Exercise -
Only a number is expected here: the count of lines in the data that contain "Straße".

Provided data -
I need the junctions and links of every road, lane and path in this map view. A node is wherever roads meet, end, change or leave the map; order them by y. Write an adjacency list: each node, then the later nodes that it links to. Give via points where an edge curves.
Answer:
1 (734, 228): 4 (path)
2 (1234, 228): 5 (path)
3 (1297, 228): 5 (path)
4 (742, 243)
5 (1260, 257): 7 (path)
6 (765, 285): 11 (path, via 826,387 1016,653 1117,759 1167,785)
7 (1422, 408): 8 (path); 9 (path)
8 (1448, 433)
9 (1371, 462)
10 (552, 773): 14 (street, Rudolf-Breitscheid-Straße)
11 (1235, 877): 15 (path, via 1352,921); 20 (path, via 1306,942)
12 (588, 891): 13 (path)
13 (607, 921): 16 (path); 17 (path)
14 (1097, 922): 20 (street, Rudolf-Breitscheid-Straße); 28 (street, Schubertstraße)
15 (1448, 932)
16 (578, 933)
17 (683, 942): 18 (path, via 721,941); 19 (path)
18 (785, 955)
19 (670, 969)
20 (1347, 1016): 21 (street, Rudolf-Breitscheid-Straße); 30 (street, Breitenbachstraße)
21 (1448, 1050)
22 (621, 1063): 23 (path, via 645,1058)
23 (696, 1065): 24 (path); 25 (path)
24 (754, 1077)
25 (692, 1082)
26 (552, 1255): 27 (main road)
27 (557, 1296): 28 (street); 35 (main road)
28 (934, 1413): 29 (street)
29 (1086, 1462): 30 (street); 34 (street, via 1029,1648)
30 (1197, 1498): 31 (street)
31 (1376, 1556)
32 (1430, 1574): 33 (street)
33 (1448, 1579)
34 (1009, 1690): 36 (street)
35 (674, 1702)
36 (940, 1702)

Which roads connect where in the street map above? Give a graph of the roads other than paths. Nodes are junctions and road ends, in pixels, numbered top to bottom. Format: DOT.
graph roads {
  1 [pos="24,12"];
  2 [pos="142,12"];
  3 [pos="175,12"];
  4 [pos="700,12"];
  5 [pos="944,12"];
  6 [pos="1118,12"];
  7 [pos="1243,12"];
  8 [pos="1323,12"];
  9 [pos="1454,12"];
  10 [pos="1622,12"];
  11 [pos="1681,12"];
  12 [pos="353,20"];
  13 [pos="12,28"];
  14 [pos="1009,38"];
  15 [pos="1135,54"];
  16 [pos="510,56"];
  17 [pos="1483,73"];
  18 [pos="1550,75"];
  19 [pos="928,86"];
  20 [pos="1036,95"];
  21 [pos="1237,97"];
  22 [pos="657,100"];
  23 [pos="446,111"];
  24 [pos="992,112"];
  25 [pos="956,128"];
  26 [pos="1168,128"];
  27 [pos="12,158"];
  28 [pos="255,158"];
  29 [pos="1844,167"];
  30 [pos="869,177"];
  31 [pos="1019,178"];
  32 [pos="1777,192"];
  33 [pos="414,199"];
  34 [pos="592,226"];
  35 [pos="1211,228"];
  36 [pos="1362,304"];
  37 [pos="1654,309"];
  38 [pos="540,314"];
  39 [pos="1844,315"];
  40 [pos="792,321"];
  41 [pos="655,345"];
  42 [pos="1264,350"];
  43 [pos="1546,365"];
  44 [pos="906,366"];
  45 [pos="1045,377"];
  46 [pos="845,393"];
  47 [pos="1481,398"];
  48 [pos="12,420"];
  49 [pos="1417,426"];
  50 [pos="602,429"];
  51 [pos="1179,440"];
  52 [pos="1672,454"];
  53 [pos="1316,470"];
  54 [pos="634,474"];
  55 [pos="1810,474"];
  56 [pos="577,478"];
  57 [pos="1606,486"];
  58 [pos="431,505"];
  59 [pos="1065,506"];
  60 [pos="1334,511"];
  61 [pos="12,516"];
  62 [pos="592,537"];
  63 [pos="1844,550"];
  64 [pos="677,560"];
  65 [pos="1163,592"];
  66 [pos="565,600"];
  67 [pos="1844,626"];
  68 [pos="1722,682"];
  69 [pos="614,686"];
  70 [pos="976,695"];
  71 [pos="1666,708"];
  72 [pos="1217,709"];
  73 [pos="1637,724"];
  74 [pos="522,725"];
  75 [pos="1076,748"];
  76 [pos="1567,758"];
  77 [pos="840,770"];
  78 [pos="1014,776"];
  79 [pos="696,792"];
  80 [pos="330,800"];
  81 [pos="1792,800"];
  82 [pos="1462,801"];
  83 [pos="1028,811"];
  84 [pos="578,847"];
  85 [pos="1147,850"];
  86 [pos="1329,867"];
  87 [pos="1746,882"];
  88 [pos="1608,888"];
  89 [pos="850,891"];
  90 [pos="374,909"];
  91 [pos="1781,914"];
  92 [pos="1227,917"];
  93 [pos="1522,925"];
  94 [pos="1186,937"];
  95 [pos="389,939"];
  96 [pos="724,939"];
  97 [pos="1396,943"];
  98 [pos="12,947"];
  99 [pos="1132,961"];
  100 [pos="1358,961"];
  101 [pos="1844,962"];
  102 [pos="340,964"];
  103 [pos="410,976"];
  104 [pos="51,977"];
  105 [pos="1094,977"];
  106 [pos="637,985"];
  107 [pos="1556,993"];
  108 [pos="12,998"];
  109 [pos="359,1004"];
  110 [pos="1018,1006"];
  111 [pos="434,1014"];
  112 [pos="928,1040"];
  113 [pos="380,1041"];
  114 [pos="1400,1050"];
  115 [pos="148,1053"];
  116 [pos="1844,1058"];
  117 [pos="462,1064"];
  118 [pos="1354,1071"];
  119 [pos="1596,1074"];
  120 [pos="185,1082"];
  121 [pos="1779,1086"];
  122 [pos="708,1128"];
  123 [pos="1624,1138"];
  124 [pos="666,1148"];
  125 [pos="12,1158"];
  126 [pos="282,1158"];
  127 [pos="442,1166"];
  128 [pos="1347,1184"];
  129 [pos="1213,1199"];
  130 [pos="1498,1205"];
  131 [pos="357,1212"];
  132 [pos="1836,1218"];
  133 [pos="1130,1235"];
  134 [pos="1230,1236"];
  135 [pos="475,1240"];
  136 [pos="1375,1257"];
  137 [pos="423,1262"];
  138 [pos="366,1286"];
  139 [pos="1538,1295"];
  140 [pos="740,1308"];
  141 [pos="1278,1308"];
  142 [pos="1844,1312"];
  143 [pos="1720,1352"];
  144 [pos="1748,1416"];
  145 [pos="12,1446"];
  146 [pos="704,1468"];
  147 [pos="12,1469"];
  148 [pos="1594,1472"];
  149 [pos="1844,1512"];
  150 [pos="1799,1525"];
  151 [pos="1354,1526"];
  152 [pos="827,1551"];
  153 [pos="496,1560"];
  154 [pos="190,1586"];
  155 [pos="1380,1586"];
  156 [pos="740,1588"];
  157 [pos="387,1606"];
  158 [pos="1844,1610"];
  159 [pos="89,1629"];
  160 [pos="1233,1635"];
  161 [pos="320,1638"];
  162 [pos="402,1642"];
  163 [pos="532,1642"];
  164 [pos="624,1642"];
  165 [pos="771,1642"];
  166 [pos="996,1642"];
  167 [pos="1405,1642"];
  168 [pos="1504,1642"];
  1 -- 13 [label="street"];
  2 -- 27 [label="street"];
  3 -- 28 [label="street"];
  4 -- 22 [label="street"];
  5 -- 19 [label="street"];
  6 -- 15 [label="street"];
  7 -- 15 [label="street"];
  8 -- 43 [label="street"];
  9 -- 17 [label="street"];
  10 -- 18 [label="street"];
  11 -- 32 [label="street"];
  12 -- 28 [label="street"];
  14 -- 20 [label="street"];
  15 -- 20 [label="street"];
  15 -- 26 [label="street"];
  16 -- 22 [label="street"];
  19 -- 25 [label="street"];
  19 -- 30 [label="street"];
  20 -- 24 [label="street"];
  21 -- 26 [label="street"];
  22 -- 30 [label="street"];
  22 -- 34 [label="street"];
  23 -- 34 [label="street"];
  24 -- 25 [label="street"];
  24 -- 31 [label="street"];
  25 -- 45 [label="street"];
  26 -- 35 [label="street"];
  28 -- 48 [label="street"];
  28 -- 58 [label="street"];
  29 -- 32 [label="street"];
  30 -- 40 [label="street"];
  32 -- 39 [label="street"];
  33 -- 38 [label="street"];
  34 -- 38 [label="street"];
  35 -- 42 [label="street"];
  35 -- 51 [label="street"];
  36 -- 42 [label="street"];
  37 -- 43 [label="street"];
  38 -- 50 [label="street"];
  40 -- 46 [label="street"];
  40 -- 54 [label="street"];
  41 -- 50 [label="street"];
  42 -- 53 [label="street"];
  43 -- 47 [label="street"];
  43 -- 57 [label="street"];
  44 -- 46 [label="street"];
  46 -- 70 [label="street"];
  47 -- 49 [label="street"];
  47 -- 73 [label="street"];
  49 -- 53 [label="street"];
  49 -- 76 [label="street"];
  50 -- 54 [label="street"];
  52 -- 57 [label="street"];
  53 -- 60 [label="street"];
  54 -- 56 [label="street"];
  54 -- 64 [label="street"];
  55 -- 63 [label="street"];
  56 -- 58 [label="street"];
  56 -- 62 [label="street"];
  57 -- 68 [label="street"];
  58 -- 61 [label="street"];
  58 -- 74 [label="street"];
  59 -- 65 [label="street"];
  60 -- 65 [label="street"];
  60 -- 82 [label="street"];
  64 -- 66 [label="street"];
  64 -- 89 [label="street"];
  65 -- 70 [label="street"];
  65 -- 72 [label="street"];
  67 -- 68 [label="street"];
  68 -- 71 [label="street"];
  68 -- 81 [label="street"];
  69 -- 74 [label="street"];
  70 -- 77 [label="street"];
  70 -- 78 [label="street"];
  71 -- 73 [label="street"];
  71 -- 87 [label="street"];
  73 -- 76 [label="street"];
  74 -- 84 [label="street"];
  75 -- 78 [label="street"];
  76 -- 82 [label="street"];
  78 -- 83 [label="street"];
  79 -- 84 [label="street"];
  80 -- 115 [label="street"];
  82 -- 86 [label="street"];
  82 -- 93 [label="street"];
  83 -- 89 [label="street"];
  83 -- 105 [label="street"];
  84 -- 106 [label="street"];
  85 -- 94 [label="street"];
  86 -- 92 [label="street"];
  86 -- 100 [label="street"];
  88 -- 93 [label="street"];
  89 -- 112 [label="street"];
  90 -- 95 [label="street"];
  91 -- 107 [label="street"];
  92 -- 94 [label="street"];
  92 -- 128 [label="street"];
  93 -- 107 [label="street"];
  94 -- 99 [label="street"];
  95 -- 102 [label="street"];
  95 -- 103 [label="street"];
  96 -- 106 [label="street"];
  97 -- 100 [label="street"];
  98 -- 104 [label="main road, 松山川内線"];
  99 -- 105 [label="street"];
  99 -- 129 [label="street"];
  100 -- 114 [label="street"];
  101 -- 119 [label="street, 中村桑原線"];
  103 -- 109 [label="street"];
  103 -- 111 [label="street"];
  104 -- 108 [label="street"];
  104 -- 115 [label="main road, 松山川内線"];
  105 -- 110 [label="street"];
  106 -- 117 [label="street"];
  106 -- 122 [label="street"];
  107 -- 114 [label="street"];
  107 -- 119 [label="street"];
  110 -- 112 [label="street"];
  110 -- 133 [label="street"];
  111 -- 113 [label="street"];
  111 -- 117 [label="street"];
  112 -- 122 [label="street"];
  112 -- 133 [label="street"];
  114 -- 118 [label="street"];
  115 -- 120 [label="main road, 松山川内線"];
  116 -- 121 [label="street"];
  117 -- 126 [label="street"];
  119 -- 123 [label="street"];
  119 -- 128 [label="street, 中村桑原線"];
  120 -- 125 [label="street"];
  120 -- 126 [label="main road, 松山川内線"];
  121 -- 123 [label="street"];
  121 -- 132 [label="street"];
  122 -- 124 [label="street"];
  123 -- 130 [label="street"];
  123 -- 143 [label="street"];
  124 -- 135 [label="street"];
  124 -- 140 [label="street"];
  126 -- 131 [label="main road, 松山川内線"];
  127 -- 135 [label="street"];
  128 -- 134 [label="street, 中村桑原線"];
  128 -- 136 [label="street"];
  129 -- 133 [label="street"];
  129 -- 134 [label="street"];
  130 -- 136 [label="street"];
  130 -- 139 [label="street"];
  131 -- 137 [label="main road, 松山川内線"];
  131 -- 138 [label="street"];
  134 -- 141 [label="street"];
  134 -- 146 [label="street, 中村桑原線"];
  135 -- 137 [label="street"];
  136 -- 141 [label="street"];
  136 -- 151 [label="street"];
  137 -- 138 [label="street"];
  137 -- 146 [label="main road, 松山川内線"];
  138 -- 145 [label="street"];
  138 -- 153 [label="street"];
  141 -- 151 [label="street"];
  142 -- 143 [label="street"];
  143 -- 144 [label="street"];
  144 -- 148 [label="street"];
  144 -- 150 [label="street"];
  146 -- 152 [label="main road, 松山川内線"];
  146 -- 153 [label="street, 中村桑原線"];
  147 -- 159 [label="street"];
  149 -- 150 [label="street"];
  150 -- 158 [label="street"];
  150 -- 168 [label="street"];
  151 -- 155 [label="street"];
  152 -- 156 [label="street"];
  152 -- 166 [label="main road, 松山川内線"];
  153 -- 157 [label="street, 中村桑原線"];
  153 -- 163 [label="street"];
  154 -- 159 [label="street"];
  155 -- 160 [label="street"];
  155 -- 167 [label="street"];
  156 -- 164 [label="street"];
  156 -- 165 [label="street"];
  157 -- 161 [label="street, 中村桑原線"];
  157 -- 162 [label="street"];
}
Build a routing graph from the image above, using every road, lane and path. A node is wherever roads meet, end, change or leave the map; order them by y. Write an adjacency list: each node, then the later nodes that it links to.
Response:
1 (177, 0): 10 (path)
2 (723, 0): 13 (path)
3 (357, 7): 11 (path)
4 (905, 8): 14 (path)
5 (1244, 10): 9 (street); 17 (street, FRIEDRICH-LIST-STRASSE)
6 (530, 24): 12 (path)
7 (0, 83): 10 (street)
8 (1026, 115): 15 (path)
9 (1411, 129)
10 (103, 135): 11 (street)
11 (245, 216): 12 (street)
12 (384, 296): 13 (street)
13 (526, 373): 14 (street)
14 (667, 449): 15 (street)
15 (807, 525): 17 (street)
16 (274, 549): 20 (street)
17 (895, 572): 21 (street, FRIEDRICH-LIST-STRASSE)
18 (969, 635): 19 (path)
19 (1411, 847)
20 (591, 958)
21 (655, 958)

Answer section -
3